Salário-mínimo regional pode ir à votação amanhã

Vidor articula emenda junto a deputados para aumentar em 1,52% o índice de reajuste

Vidor articula emenda junto a deputados para aumentar em 1,52% o índice de reajuste


JONATHAN HECKLER/JC
Marcus Meneghetti
Um dos nove projetos que trancam a pauta da Assembleia Legislativa por terem vencido o prazo de tramitação do regime de urgência, o texto que reajusta o salário-mínimo regional em 6,48% retroativo a fevereiro de 2017 pode entrar na ordem do dia da sessão de amanhã. O líder do governo no Parlamento gaúcho, deputado estadual Gabriel Souza (PMDB), disse que o Palácio Piratini pretende priorizar a votação do reajuste do piso regional.
A correção do mínimo regional foi definido pelo Executivo no início deste ano, depois de a Secretaria do Trabalho, Desenvolvimento Social, Justiça e Direitos Humanos intermediar negociações entre centrais sindicais e entidades patronais. Se for aprovado, o projeto vai elevar a menor faixa salarial do piso regional de R$ 1.103,66 para R$ 1.175,15; e a maior passaria de R$ 1.398,65 a R$ 1.489,24. Ao todo, são cinco faixas salariais.
Na justificativa do projeto, o Piratini argumenta que, ao definir o índice de reajuste, buscou reajustar o piso regional dentro dos limites da crise econômica. "Salienta-se que a presente proposição busca o equilíbrio entre a recomposição do poder de compra dos assalariados e a manutenção dos níveis de emprego das categorias de que trata, no âmbito estadual", justifica o Executivo, acrescentando que "a taxa de desemprego do Rio Grande do Sul aumentou de 6,8% para 8,2% entre o terceiro trimestre de 2015 e o mesmo período de 2016".

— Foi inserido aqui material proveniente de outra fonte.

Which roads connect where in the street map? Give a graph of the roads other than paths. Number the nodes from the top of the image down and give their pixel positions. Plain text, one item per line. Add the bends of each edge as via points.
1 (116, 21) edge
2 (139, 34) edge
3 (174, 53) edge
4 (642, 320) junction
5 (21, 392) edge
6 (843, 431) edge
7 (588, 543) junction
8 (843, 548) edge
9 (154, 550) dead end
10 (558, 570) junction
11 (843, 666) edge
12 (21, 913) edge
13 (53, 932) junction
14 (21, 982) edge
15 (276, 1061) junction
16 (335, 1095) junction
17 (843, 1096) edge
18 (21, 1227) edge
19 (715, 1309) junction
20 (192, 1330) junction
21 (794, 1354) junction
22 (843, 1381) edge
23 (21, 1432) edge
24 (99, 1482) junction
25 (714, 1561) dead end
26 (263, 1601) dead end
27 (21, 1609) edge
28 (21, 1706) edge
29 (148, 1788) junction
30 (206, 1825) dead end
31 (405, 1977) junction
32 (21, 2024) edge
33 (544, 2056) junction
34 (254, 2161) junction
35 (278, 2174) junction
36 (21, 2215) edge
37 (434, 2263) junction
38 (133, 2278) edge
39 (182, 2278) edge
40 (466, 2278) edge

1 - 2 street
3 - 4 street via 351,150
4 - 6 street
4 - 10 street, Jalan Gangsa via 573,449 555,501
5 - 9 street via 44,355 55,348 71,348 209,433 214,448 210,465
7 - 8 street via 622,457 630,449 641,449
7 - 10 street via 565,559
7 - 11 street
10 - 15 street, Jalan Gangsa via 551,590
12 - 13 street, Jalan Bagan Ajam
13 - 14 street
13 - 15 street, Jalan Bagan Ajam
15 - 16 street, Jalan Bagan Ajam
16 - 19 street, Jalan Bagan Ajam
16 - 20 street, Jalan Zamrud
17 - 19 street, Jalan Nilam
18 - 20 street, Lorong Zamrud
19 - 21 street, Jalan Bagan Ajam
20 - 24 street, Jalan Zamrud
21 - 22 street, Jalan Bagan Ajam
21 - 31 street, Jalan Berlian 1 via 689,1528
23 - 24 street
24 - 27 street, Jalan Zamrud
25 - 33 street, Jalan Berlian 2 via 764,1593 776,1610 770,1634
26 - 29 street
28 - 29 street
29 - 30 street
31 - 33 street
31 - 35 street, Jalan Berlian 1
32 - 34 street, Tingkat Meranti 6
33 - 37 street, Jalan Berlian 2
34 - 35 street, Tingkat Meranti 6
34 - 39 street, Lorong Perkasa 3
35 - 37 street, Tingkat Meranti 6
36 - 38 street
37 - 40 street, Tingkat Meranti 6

O percentual de 6,48%, no entanto, desagradou tanto sindicalistas quanto empresários. Afinal, durante as conversas mediadas pelo Piratini no final do ano passado, líderes sindicais pediram 10,45% de reajuste: 8,8% corresponderia à média ponderada dos acordos coletivos de 2016 e 1,52%, à diferença que faltou em 2016 para recuperar as perdas inflacionárias. Representantes das patronais defenderam reajuste zero e advertiram que, se o mínimo regional aumentasse, teriam que demitir funcionários.

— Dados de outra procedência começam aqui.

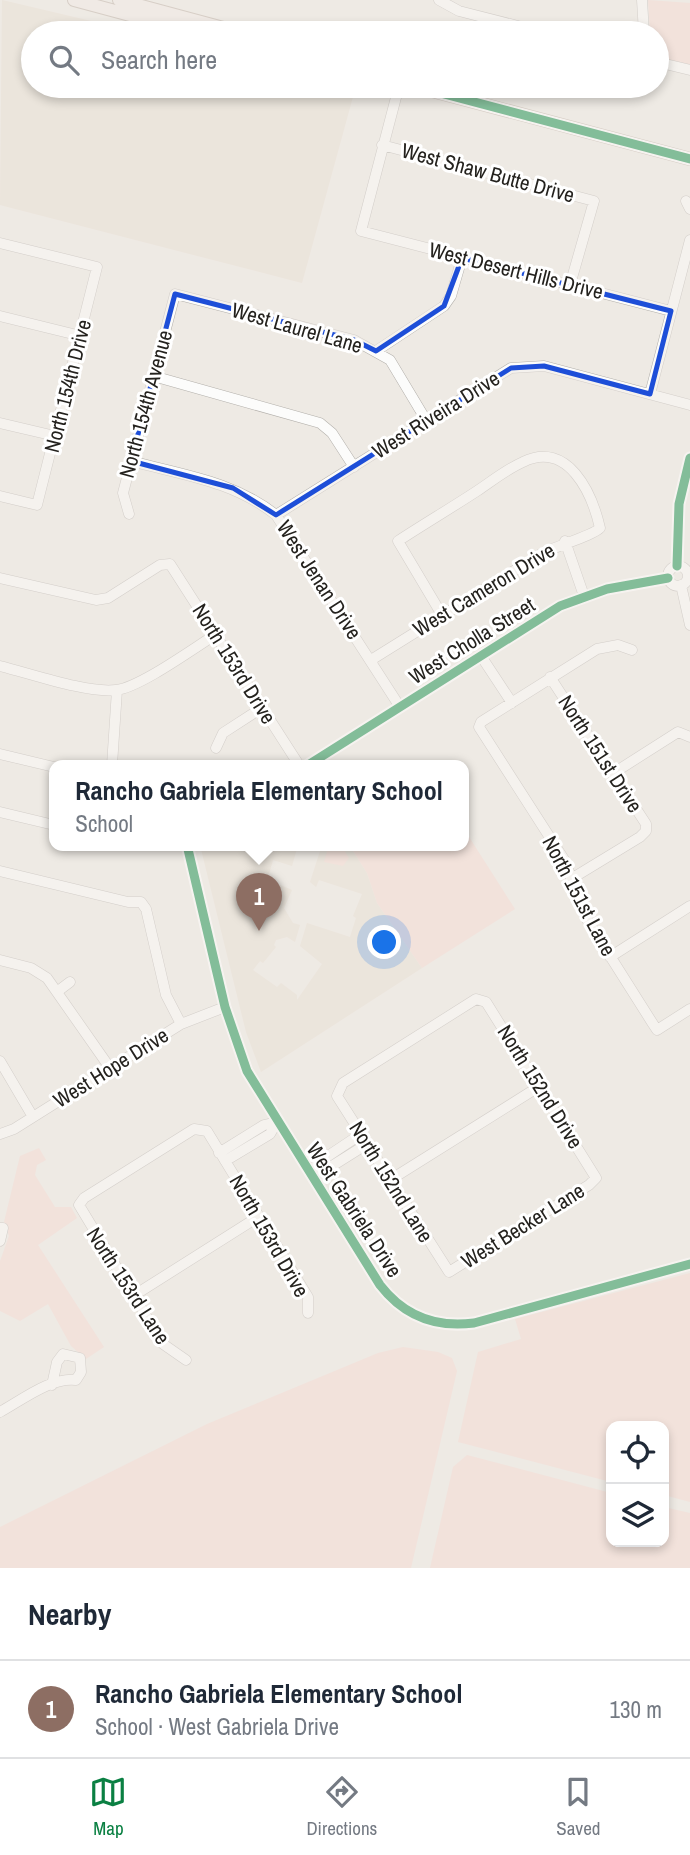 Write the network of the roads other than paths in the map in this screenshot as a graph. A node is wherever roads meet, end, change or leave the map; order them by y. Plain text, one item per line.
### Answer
1 (74, 0) edge
2 (119, 0) edge
3 (439, 0) edge
4 (642, 0) edge
5 (451, 2) edge
6 (187, 19) junction
7 (153, 21) edge
8 (184, 21) edge
9 (195, 21) edge
10 (498, 21) edge
11 (644, 21) edge
12 (669, 65) edge
13 (690, 71) edge
14 (396, 98) edge
15 (459, 98) edge
16 (382, 145) junction
17 (690, 159) edge
18 (365, 232) junction
19 (690, 240) edge
20 (0, 243) edge
21 (365, 246) dead end
22 (462, 258) junction
23 (570, 285) junction
24 (176, 294) joint
25 (671, 311) junction
26 (0, 316) edge
27 (81, 337) junction
28 (376, 351) junction
29 (153, 376) junction
30 (650, 394) junction
31 (690, 405) edge
32 (426, 420) junction
33 (0, 423) edge
34 (55, 436) junction
35 (690, 458) edge
36 (131, 461) junction
37 (354, 467) junction
38 (0, 496) edge
39 (685, 500) edge
40 (130, 514) dead end
41 (276, 515) junction
42 (565, 541) junction
43 (677, 566) junction
44 (0, 578) edge
45 (668, 578) junction
46 (681, 586) junction
47 (584, 596) junction
48 (442, 615) junction
49 (690, 625) edge
50 (215, 635) junction
51 (632, 650) dead end
52 (481, 656) junction
53 (371, 660) junction
54 (0, 666) edge
55 (550, 677) junction
56 (117, 690) junction
57 (512, 703) junction
58 (400, 707) junction
59 (260, 709) junction
60 (687, 734) edge
61 (215, 748) dead end
62 (0, 754) edge
63 (112, 760) edge
64 (296, 760) edge
65 (316, 760) edge
66 (49, 767) edge
67 (612, 774) junction
68 (0, 812) edge
69 (49, 824) edge
70 (188, 851) edge
71 (0, 871) edge
72 (571, 879) junction
73 (690, 906) edge
74 (610, 957) junction
75 (0, 960) edge
76 (70, 982) dead end
77 (58, 991) junction
78 (225, 1007) junction
79 (690, 1009) edge
80 (181, 1024) junction
81 (0, 1061) edge
82 (110, 1068) junction
83 (540, 1086) junction
84 (337, 1091) joint
85 (33, 1116) junction
86 (277, 1122) junction
87 (0, 1134) edge
88 (361, 1134) junction
89 (367, 1144) junction
90 (222, 1157) junction
91 (310, 1173) junction
92 (596, 1178) joint
93 (390, 1180) junction
94 (79, 1205) joint
95 (258, 1217) junction
96 (2, 1228) edge
97 (0, 1241) edge
98 (690, 1264) edge
99 (449, 1272) joint
100 (133, 1296) junction
101 (308, 1313) dead end
102 (186, 1360) dead end
103 (52, 1385) junction
104 (0, 1412) edge

1 - 7 main road
2 - 6 main road
3 - 5 street
4 - 11 street
5 - 10 street
6 - 8 main road
6 - 9 main road
12 - 13 street
14 - 16 street
15 - 17 main road
16 - 18 street
16 - 23 street, West Shaw Butte Drive
18 - 21 street
18 - 22 street, West Desert Hills Drive
19 - 25 street
20 - 27 street, North 154th Drive
22 - 23 street, West Desert Hills Drive
22 - 28 street
23 - 25 street, West Desert Hills Drive
24 - 28 street, West Laurel Lane
24 - 29 street, North 154th Avenue
25 - 30 street
26 - 27 street
27 - 34 street, North 154th Drive
28 - 32 street, West Laurel Lane
29 - 36 street, North 154th Avenue
29 - 37 street
30 - 31 street, West Riveira Drive
30 - 32 street, West Riveira Drive
32 - 37 street, West Riveira Drive
33 - 34 street
34 - 38 street, North 154th Drive
35 - 39 street
36 - 40 street, North 154th Avenue
36 - 41 street, West Jenan Drive
37 - 41 street, West Riveira Drive
39 - 43 street
41 - 53 street, West Jenan Drive
42 - 47 street
42 - 48 street, West Cameron Drive
42 - 48 street, West Cameron Drive
43 - 45 street
43 - 46 street
44 - 50 street, North 153rd Drive
45 - 46 street
45 - 47 street, West Cholla Street
46 - 49 street
47 - 52 street, West Cholla Street
48 - 53 street, West Cameron Drive
50 - 56 street
50 - 59 street, North 153rd Drive
51 - 55 street
52 - 57 street
52 - 58 street, West Cholla Street
53 - 58 street, West Jenan Drive
54 - 56 street
55 - 57 street
55 - 67 street, North 151st Drive
56 - 63 street
57 - 72 street, North 151st Lane
58 - 65 street, West Cholla Street
59 - 61 street
59 - 64 street, North 153rd Drive
60 - 67 street
62 - 66 street
67 - 72 street, North 151st Drive
68 - 69 street
70 - 78 street, West Gabriela Drive
71 - 80 street
72 - 74 street, North 151st Lane
73 - 74 street
74 - 79 street, North 151st Lane
75 - 77 street
76 - 77 street
77 - 82 street
78 - 80 street, West Hope Drive
78 - 86 street, West Gabriela Drive
80 - 82 street, West Hope Drive
81 - 85 street
82 - 85 street, West Hope Drive
83 - 84 street, North 152nd Drive
83 - 92 street, North 152nd Drive
83 - 93 street
84 - 88 street, North 152nd Lane
85 - 87 street, West Hope Drive
86 - 90 street
86 - 91 street, West Gabriela Drive
88 - 89 street, North 152nd Lane
88 - 91 street
89 - 91 street
89 - 93 street, North 152nd Lane
90 - 94 street, North 153rd Drive
90 - 95 street, North 153rd Drive
91 - 98 street, West Gabriela Drive
92 - 99 street, West Becker Lane
93 - 99 street, North 152nd Lane
94 - 100 street, North 153rd Lane
95 - 100 street
95 - 101 street, North 153rd Drive
96 - 97 street
100 - 102 street, North 153rd Lane
103 - 103 street
103 - 104 street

O desafio da base aliada na votação do reajuste não é exatamente aprová-lo, mas sim aprová-lo sem emendas que alterem o percentual proposto pelo Executivo. O presidente da Central de Trabalhadores e Trabalhadoras do Brasil (CTB), Guiomar Vidor, disse que as centrais sindicais conseguiram o apoio do deputado Elton Weber (PSB) para apresentar uma emenda ao projeto, acrescentando 1,52% à correção do mínimo regional, a partir de março.
"Conversamos com vários parlamentares desde que o projeto foi enviado ao Parlamento. A emenda deve ser apresentada pelo deputado Weber, mas também deve ser subscrita por outros parlamentares da oposição e situação. Se a emenda for aprovada, chegaremos à recuperação da inflação de 2016", comentou Vidor.
Esta vai ser a primeira votação de um projeto importante em que a base aliada do governo não conta mais com o apoio da bancada do PDT (com sete parlamentares), visto que os pedetistas saíram do governo na semana passada. Aliás, as bancadas independentes da Assembleia - a do PDT e do PTB, ambos partidos com bandeiras trabalhistas - podem ser decisivas na aprovação da emenda.